Hay quienes piensan que escribir es agarrar
el lápiz, domar de algún modo el lenguaje, contar una historia y de seguidas
estampar la firma. Yo vislumbro lo anterior como absolutamente cierto, claro,
si semejante acción supone condición necesaria, pero no suficiente, para hacer
literatura.
No por moverse con fluidez entre los recovecos
de la lengua se tiene al toro cogido por los cuernos. Tampoco vale una historia
y ya, con principio, desarrollo y fin. El hecho literario exige, exige mucho,
de lo que se deriva una verdad casi siempre pasada por alto entre tanta tinta
vertida sobre miles de cuartillas: escribir lleva aparejada una vuelta de
tuerca, un plus adicional que
requiere uso del lenguaje, por supuesto, en combinación mortal con la trama que
se despelleja al filo de toda historia que se respete. Quiero decir, y fíjese por dónde va el asunto, que escribir
lleva en sus entrañas la puesta en práctica de un alto en el camino, de un ojo escrutador
cuyo calado implica puñalada trapera a cierta lógica que por cotidiana practicamos
incluso sin percibirla. Escribir es detenerse, afinar una mirada o cuantas
resulten necesarias hasta encontrar el ritmo único sin el que será
imposible expresar lo que tiene que ser
dicho.
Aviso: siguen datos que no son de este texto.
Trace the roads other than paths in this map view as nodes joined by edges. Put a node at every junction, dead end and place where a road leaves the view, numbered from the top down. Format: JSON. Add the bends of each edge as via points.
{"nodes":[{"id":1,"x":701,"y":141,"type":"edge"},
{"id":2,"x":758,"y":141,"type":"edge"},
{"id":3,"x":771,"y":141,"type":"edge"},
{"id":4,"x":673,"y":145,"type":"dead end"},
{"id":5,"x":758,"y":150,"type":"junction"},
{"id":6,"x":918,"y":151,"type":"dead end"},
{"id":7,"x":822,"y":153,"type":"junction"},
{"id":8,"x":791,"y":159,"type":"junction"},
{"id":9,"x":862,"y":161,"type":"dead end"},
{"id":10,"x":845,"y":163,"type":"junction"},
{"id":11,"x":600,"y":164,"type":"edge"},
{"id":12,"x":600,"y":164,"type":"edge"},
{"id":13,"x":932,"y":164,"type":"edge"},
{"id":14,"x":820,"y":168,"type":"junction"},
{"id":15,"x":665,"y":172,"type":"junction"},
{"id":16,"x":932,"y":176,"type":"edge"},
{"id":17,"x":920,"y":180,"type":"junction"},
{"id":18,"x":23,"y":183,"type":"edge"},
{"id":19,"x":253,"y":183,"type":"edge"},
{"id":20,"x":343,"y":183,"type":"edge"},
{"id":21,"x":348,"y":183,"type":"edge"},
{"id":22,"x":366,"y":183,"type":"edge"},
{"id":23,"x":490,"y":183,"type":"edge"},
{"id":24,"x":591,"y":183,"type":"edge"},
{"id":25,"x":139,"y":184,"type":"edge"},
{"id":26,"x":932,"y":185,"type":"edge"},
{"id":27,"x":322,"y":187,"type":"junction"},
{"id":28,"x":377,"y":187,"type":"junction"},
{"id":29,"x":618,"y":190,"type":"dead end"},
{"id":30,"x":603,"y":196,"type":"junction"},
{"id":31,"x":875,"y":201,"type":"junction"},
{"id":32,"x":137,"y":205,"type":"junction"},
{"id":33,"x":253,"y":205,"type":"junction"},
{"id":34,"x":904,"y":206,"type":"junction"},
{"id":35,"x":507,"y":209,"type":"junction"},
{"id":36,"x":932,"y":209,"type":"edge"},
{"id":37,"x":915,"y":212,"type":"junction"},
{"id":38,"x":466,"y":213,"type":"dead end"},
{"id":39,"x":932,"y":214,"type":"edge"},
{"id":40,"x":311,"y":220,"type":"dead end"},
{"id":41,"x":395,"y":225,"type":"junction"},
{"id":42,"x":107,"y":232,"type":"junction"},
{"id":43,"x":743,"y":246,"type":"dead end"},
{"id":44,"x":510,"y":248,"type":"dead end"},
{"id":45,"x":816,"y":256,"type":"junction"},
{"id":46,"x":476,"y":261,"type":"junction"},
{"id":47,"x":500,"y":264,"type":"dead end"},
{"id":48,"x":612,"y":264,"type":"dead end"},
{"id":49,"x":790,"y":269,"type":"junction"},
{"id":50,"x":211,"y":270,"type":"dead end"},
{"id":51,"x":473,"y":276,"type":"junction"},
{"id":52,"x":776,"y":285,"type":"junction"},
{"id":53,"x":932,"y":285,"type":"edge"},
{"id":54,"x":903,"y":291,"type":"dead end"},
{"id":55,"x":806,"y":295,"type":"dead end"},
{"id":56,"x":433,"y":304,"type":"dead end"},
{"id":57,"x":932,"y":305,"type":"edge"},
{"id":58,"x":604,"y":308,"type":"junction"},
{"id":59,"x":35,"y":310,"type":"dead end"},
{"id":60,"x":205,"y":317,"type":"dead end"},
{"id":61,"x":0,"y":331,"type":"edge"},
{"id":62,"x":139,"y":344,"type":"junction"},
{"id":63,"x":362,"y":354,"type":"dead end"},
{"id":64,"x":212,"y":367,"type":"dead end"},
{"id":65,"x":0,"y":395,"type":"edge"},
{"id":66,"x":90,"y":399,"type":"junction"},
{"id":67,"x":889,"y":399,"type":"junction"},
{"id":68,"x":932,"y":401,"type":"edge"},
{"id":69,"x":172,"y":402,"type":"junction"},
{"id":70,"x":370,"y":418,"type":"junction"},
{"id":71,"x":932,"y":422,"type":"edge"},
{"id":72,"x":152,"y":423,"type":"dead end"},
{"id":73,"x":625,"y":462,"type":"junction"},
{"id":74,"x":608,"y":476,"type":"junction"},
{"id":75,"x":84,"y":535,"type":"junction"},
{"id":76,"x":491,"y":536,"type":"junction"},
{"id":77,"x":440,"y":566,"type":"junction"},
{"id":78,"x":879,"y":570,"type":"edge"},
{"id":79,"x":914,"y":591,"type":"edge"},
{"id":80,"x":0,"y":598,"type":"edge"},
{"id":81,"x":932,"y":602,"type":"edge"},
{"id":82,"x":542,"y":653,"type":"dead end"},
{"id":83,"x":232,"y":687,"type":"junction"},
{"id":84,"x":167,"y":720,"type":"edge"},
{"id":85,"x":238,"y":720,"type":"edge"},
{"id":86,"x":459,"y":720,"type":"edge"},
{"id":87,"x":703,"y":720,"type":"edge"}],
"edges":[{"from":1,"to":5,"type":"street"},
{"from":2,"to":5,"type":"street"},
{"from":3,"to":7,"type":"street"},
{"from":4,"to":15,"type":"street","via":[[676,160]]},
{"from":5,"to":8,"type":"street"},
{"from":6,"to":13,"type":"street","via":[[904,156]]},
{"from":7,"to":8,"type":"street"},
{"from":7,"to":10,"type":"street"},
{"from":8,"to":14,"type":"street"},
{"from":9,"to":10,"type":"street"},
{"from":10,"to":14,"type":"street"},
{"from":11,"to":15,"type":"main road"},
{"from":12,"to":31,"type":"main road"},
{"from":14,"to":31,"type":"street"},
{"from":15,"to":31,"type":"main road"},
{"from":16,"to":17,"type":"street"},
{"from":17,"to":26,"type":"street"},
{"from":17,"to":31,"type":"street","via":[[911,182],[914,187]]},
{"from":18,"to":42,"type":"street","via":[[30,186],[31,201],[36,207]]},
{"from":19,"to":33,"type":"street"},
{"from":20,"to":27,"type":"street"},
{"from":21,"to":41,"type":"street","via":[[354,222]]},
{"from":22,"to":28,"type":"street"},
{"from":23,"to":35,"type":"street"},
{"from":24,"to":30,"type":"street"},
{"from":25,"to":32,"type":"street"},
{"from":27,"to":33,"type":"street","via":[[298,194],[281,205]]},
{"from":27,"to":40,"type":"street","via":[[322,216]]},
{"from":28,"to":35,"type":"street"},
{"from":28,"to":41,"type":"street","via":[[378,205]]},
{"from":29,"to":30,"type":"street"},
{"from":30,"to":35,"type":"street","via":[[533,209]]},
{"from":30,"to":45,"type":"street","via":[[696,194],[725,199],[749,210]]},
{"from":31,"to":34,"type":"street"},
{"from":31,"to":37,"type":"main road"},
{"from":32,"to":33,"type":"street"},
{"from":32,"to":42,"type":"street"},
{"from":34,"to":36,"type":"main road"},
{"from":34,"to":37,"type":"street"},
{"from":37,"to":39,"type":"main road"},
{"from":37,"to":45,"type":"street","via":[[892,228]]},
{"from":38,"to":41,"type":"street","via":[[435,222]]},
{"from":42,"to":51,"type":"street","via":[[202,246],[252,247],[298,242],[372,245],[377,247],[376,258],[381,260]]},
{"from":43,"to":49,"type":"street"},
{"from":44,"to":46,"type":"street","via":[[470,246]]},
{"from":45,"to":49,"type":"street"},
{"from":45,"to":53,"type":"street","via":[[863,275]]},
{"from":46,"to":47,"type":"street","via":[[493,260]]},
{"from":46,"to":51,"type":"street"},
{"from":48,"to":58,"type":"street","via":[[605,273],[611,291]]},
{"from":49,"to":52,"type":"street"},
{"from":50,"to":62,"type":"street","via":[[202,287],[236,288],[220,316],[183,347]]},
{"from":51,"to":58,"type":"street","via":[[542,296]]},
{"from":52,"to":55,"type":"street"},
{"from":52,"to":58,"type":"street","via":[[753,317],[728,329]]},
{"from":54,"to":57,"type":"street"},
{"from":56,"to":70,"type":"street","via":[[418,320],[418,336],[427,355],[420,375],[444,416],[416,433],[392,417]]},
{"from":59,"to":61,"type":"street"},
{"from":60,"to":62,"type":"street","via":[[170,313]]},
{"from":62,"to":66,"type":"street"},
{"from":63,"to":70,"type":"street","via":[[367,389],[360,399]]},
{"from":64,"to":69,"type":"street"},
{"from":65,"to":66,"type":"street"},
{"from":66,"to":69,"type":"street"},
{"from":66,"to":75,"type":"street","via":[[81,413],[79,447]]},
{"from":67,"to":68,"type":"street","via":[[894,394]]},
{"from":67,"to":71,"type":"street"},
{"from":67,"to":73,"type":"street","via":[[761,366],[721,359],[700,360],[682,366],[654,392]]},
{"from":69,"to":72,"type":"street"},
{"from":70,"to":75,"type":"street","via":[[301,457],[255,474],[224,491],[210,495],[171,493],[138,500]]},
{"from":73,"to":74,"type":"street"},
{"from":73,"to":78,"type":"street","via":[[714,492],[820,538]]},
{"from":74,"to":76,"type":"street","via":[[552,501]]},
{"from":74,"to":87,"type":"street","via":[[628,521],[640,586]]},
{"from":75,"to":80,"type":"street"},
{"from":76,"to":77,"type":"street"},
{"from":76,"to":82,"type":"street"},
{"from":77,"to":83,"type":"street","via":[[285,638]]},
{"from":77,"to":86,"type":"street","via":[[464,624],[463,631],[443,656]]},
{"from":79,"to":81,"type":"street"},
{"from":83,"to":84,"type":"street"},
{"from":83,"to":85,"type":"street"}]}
Nada más y nada menos.
Un cuento, una novela, un artículo de
prensa, una crónica, un ensayo, un poema, van a ser dignos de esos nombres
cuando lo que llevan entre manos pase al lector a lomo de palabras que
trastocan la realidad porque esa realidad fue abordada desde escondrijos poco
transitados, capaces de obsequiarle a quien se asome un buen coñazo en la
nariz. Si un texto no te tumba al suelo pierde peso literario, se transforma en
puñado de párrafos amontonados, de modo que a falta de mejor lugar lo arrojo al
basurero.
Llevo algún tiempo en eso de rasguñar
papeles. Me ha dado por escribir poemas, cuentos, ensayos, crónicas, artículos,
y vaya usted a saber qué diablos fui pariendo en cada atrevimiento. Leer mucho,
leer como un condenado, leer hasta la etiqueta del pote del champú mientras te
duchas, eso, eso y sentarte a teclear sin contemplaciones, son los maestros. No
hay más: talento, si lo tienes, terquedad, lectura y escritura. Pero yo
encontré además, entre las mil formas que cada quien vislumbra mientras
chapotea en las aguas de adjetivos, frases, preposiciones o tachaduras, que mis
hijos son algo así como escritores a sus soberanas ganas, verdaderos creadores deambulando
por la casa, correteando entre los muebles de la sala, obsequiándome lecciones
cada vez que me dispongo a hacerles caso.
Tienen la facultad de labrar mundos.
Transforman la caja del papel tualé en nave espacial, olisquean flores exóticas
justo cuando la rutina anda metiéndose por puertas, ventanas y rendijas. Invitan
a ser niño otra vez, de modo que he aprendido poco a poco a reordenarlo todo, a
hurgar de otras maneras, con lo que el día a día escupe ahora perlas que
antes eran invisibles. Escribir es
observar a cada rato, enfocar desde peñascos poco aptos para otear el
horizonte. La capacidad de búsqueda, la imaginación a prueba de adultez, el toma y dame con la lógica que
casi con seguridad mañana terminará engulléndolos arroja como consecuencia la
maravilla de que puedan sacarle punta hasta a una piedra. Creo haber aprendido
eso de mis hijos y para siempre les voy a estar agradecido. Lo que pueda hacer
con tal regalo quién sabe si terminará en pieza literaria o en materia para las
pocetas, pero de cualquier modo ya no soy el mismo, cuestión que a fin de
cuentas es el hecho existencial de
envergadura. A diario me brindan lecciones de escritura, lo que desde luego
ignoran. Cuando tengan edad para
entenderlo va a ser muy placentero hacérselos saber, con el añadido de que -¿quién podría decir si sí o si no?-, acaso
lleguen a mostrarme historias, poesía, textos nacidos de sus plumas. Ya llegará el día de descubrirlo.
1 comentario:
Y para los que nunca hemos escrito, tal es el caso de los técnicos, escribir el primer ensayo en filosofía fue una hazaña que llevó varios días. ¡Días para escribir 10 cuartillas! Quien diría que es tan difícil. Solo lo ves cuando intentas hacerlo.
Lo de "reinventarse" a fuerza de lecciones que dan los hijos sí que es extraordinario.